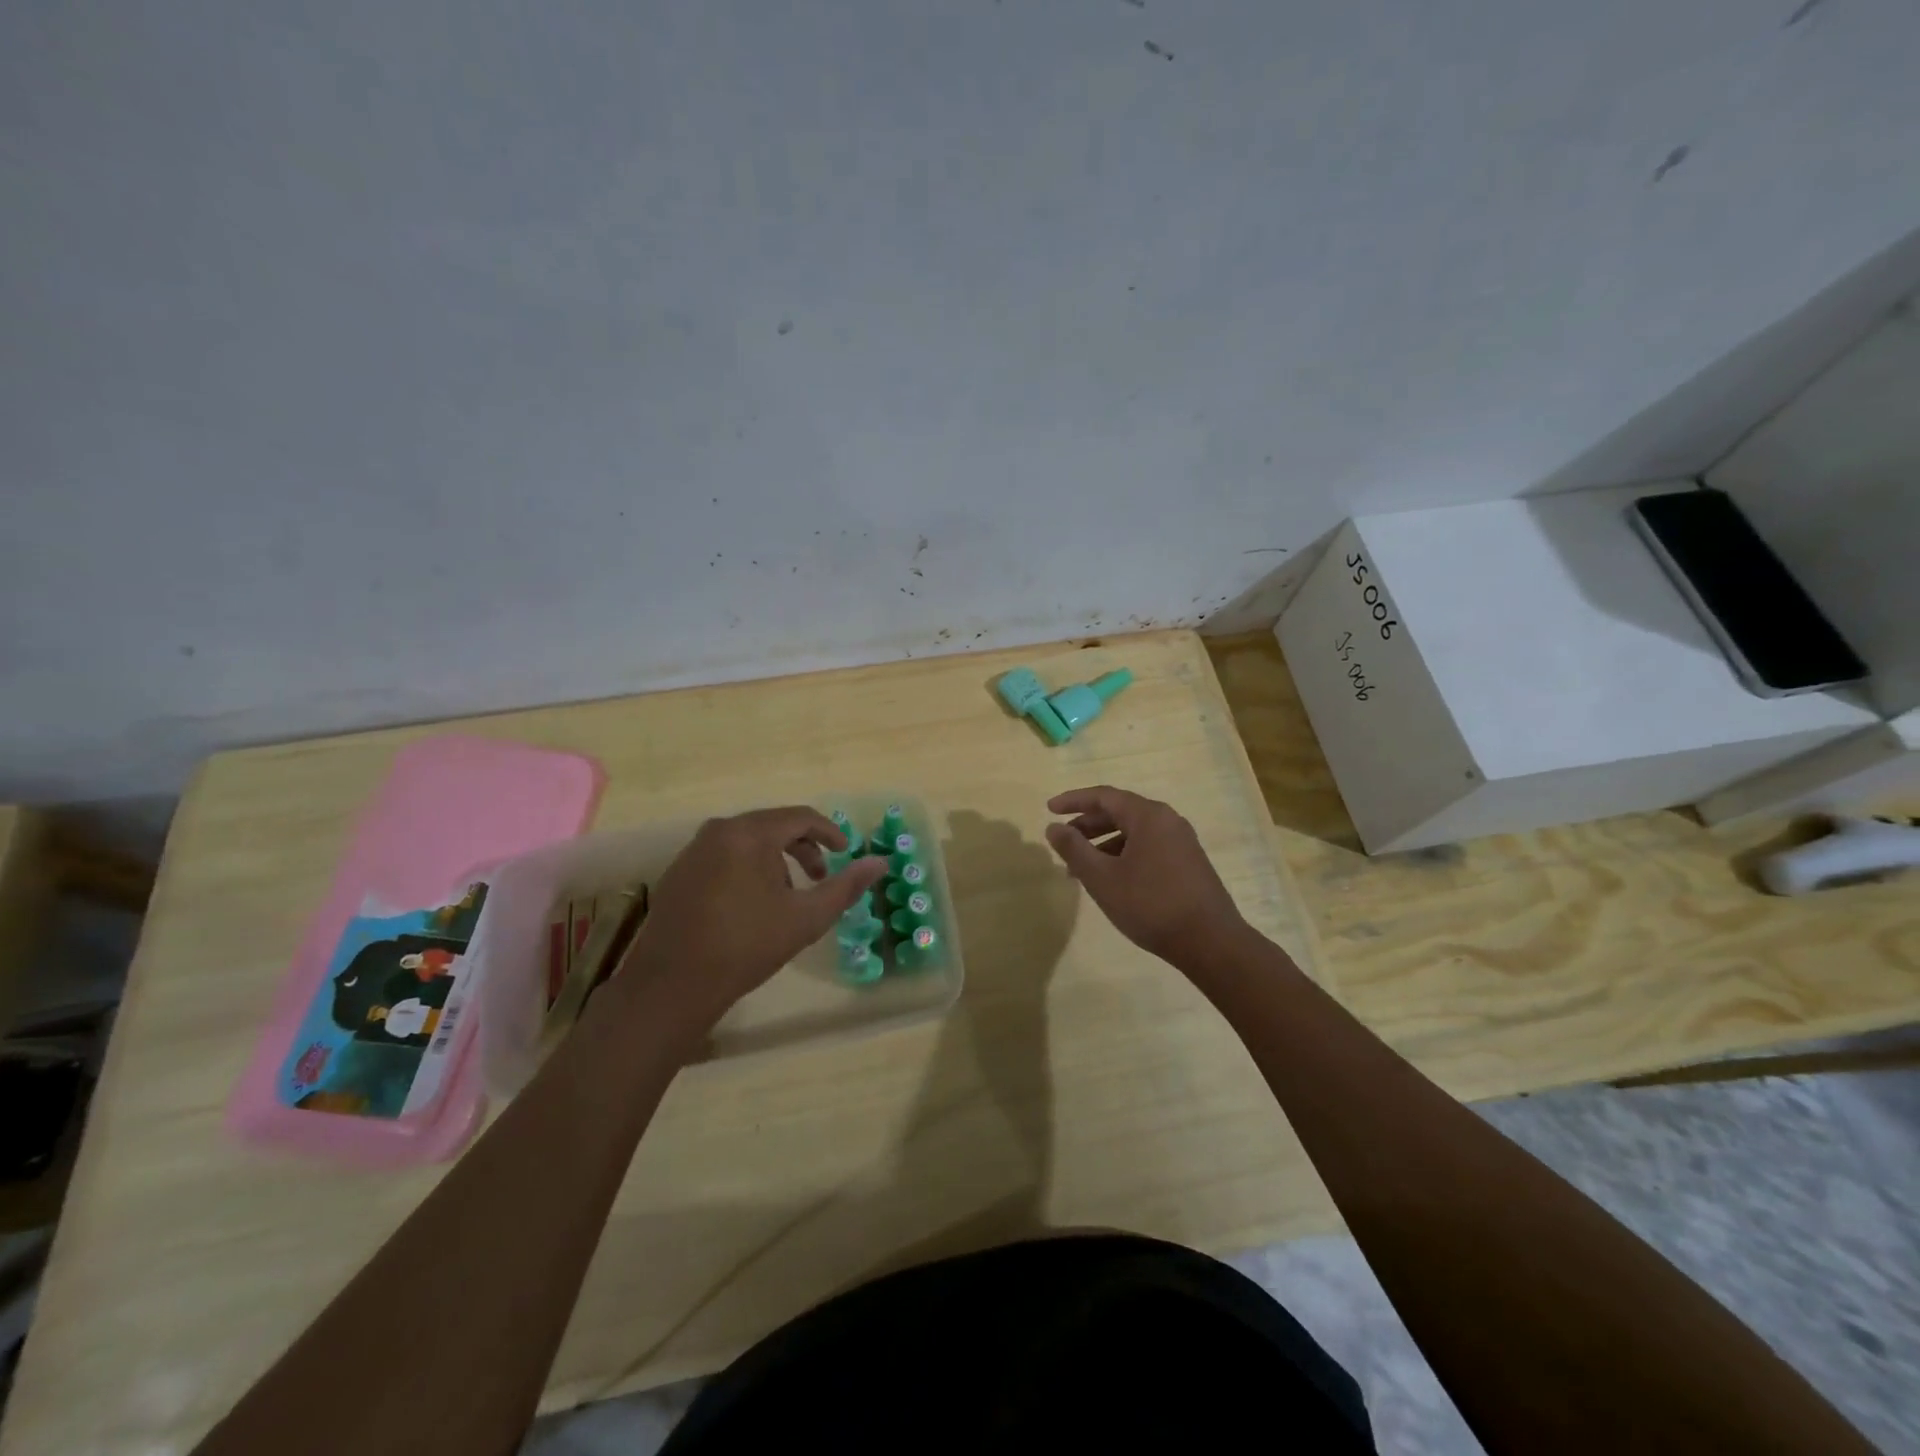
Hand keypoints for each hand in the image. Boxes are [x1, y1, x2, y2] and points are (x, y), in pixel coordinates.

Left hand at [619, 807, 886, 1031]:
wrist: (671, 986)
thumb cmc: (746, 946)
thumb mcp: (806, 918)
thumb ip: (846, 886)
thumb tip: (880, 863)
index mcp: (750, 834)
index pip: (800, 817)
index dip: (829, 832)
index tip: (846, 852)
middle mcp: (718, 831)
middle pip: (772, 826)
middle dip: (802, 848)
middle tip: (820, 875)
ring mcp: (693, 851)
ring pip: (747, 841)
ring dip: (775, 859)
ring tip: (786, 896)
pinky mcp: (678, 872)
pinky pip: (724, 856)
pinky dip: (747, 868)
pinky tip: (752, 904)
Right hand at [1045, 786, 1248, 967]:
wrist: (1210, 942)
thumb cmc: (1151, 905)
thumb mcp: (1102, 878)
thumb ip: (1074, 849)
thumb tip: (1053, 827)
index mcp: (1148, 816)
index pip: (1104, 796)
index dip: (1074, 801)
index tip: (1049, 809)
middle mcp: (1168, 820)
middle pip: (1120, 811)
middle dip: (1087, 824)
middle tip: (1063, 840)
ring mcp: (1181, 841)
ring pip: (1134, 832)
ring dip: (1103, 844)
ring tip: (1080, 868)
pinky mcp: (1188, 862)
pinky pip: (1148, 847)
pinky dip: (1123, 855)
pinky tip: (1111, 880)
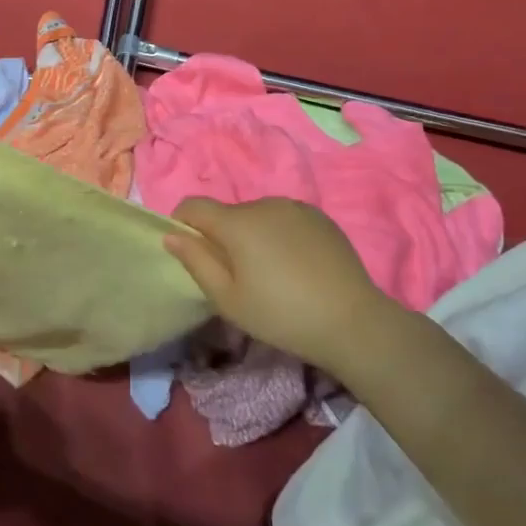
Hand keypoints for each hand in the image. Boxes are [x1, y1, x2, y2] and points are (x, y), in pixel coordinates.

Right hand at [163, 197, 410, 380]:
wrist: (353, 322)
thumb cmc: (281, 315)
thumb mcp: (228, 299)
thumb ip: (196, 262)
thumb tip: (171, 236)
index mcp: (237, 222)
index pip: (193, 205)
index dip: (182, 223)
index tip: (191, 253)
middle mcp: (264, 204)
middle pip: (227, 213)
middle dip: (221, 236)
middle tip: (236, 276)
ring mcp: (296, 207)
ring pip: (257, 216)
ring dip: (251, 235)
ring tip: (270, 273)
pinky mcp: (320, 217)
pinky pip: (284, 219)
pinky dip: (278, 235)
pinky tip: (295, 266)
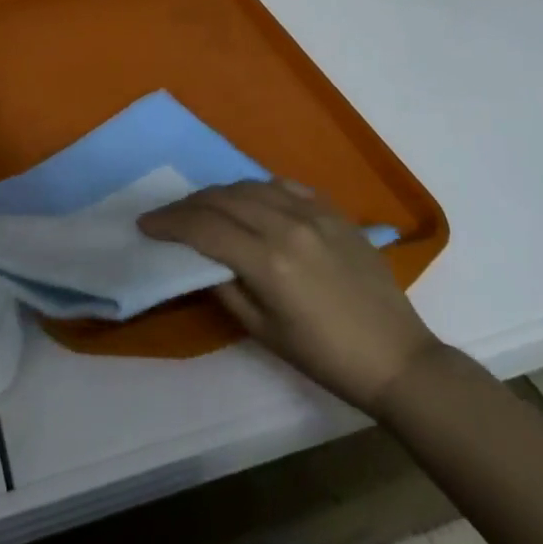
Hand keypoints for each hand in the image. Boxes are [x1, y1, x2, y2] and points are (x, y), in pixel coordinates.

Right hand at [139, 179, 442, 411]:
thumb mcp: (265, 332)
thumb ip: (226, 288)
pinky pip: (284, 185)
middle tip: (167, 216)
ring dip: (219, 194)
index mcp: (269, 262)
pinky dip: (257, 188)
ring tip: (202, 207)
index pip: (204, 228)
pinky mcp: (333, 211)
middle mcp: (287, 226)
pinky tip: (249, 199)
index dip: (169, 223)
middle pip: (222, 199)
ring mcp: (314, 213)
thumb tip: (199, 260)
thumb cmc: (326, 357)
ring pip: (250, 185)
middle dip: (187, 205)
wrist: (397, 357)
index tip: (146, 224)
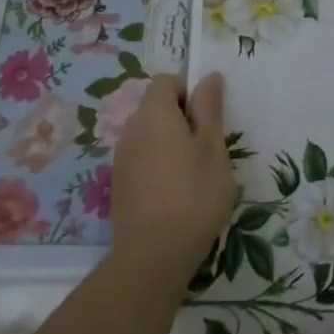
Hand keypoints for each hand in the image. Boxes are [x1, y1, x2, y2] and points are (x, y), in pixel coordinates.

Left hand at [110, 74, 237, 281]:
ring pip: (149, 135)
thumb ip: (209, 108)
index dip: (189, 90)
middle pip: (156, 107)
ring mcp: (121, 160)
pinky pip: (142, 159)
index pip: (166, 81)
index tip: (209, 116)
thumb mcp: (213, 148)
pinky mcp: (119, 186)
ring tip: (195, 172)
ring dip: (171, 142)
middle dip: (182, 118)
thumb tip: (208, 77)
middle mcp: (131, 131)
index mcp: (154, 115)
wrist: (153, 257)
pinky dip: (159, 164)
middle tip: (208, 146)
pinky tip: (177, 193)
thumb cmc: (194, 195)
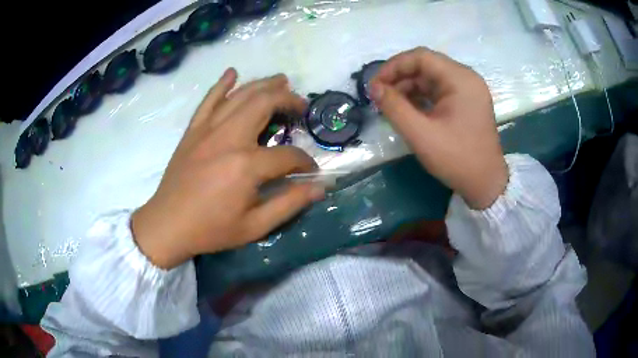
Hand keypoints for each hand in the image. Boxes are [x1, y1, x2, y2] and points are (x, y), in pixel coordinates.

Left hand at [131, 69, 324, 268]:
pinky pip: (208, 100)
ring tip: (282, 81)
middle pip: (265, 104)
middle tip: (301, 106)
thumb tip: (320, 188)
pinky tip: (232, 73)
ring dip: (264, 85)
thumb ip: (289, 204)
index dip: (305, 162)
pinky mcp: (193, 130)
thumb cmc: (211, 230)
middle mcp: (229, 138)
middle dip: (289, 101)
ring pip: (241, 95)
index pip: (288, 155)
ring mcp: (208, 130)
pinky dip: (222, 85)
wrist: (167, 225)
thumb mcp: (255, 227)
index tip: (312, 170)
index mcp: (246, 166)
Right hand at [370, 47, 507, 209]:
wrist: (485, 184)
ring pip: (431, 78)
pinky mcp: (466, 102)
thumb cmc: (457, 159)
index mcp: (460, 79)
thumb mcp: (421, 134)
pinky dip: (421, 97)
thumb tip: (373, 88)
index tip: (375, 85)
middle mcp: (466, 78)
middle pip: (426, 66)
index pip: (421, 57)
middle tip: (380, 96)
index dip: (394, 66)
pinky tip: (408, 109)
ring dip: (408, 88)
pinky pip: (439, 90)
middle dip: (400, 78)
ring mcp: (468, 90)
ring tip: (391, 105)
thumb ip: (394, 107)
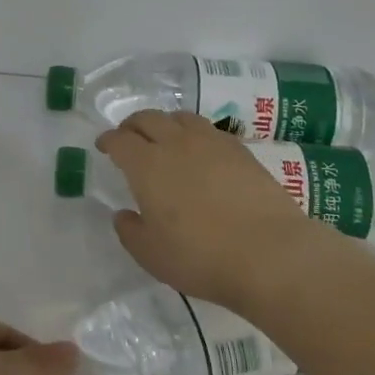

##############################

--- WHAT YOU SHOULD DO ---
Every line of the listing above is to be retyped exactly, but the pictures are to be dropped.

--- RESULT BELOW ---
Hand keypoints for each hand in the image. Boxes are [x1, y1, x2, y2] and points are (x, y), in pixel coordinates.

Left hand at [619, 807, 886, 1031]:
wrist: (671, 986)
thumb cmc: (746, 946)
thumb mcp: (806, 918)
thumb ip: (846, 886)
thumb tip: (880, 863)
index mcp: (750, 834)
index pip: (800, 817)
index dip: (829, 832)
index tip: (846, 852)
middle mcp: (718, 831)
middle pip: (772, 826)
middle dip: (802, 848)
middle tip: (820, 875)
ring mcp: (693, 851)
ring pip: (747, 841)
ring dip: (775, 859)
ring tip: (786, 896)
pinky mcp: (678, 872)
pinky pip: (724, 856)
pinky dip: (747, 868)
pinky tip: (752, 904)
Right hand at [1045, 786, 1248, 967]:
wrist: (1210, 942)
thumb cmc: (1151, 905)
thumb mcp: (1102, 878)
thumb ip: (1074, 849)
thumb tip: (1053, 827)
index mcp: (1148, 816)
index pip: (1104, 796)
index dip: (1074, 801)
index tip: (1049, 809)
middle mcp: (1168, 820)
middle pip: (1120, 811)
middle dip: (1087, 824)
middle tip: (1063, 840)
ring mcp: (1181, 841)
ring pip: (1134, 832)
ring dip: (1103, 844)
ring tip: (1080, 868)
pinky mcp: (1188, 862)
pinky pip: (1148, 847)
pinky dip: (1123, 855)
pinky tip: (1111, 880)
Hand keypoints for each hand in the image. Boxes are [x1, y1, x2, y2] and points are (x, y), in pixel coordinates.

Right hand at [163, 197, 410, 380]:
wrist: (353, 322)
thumb cmc: (281, 315)
thumb mcp: (228, 299)
thumb ip: (196, 262)
thumb tip: (171, 236)
index mcp: (237, 222)
index pip: (193, 205)
index dip: (182, 223)
index tip: (191, 253)
middle mcp: (264, 204)
middle pip: (227, 213)
middle dip: (221, 236)
middle tip: (236, 276)
ring mcp: (296, 207)
ring pip: (257, 216)
ring dip: (251, 235)
ring tip: (270, 273)
pinky mcp: (320, 217)
pinky pip: (284, 219)
pinky dip: (278, 235)
pinky tip: (295, 266)
Hand keypoints for each hand in the image. Boxes are [x1, y1, x2, y2] and points are (x, y), in pixel coordinates.

Right hand at [139, 179, 442, 411]:
thumb mcp: (265, 332)
thumb ip: (226, 288)
pinky pip: (284, 185)
middle tip: (167, 216)
ring dip: (219, 194)
index mcp: (269, 262)
pinky dip: (257, 188)
ring tip: (202, 207)
index pip: (204, 228)
pinky mcp: (333, 211)
middle mcp: (287, 226)
pinky tip: (249, 199)
index dip: (169, 223)
middle pip: (222, 199)
ring mcp: (314, 213)
thumb tip: (199, 260)
thumb cmc: (326, 357)
ring pip: (250, 185)
middle dip: (187, 205)
wrist: (397, 357)
index tip: (146, 224)
Hand keypoints for each hand in the image. Boxes are [x1, y1, x2, y2] and points are (x, y), in pixel coordinates.

Left hand at [110, 74, 237, 281]:
ring pip: (149, 135)
thumb ip: (209, 108)
index dip: (189, 90)
middle pip: (156, 107)
ring mcp: (121, 160)
pinky pip: (142, 159)
index pip: (166, 81)
index tip: (209, 116)
thumb mcp: (213, 148)
pinky mcp: (119, 186)
ring tip: (195, 172)
ring dip: (171, 142)
middle dip: (182, 118)
thumb tip: (208, 77)
middle mcp: (131, 131)
index mcp: (154, 115)
wrist: (153, 257)
pinky dip: (159, 164)
middle tip: (208, 146)
pinky tip: (177, 193)
thumb cmc: (194, 195)
Hand keypoints for each hand in the image. Boxes are [x1, y1, x2, y2] and points are (x, y), in pixel coordinates.

Left hand at [131, 69, 324, 268]:
pinky pip: (208, 100)
ring tip: (282, 81)
middle pip: (265, 104)
middle tip: (301, 106)
thumb tip: (320, 188)
pinky tip: (232, 73)
ring dip: (264, 85)
thumb ip: (289, 204)
index dip: (305, 162)
pinky mcp: (193, 130)
thumb cmc: (211, 230)
middle mcp: (229, 138)
middle dip: (289, 101)
ring pip: (241, 95)
index pip: (288, 155)
ring mcp: (208, 130)
pinky dip: (222, 85)
wrist: (167, 225)
thumb mcp: (255, 227)
index tip: (312, 170)
index mcp: (246, 166)
Right hand at [370, 47, 507, 209]:
wrist: (485, 184)
ring pip: (431, 78)
pinky mcp: (466, 102)
thumb cmc: (457, 159)
index mcp: (460, 79)
thumb mcp: (421, 134)
pinky dip: (421, 97)
thumb tip: (373, 88)
index tip: (375, 85)
middle mcp: (466, 78)
middle pip: (426, 66)
index pip: (421, 57)
middle tip: (380, 96)
index dip: (394, 66)
pinky tip: (408, 109)
ring dip: (408, 88)
pinky pip: (439, 90)
middle dip: (400, 78)
ring mcp: (468, 90)
ring tip: (391, 105)
thumb ip: (394, 107)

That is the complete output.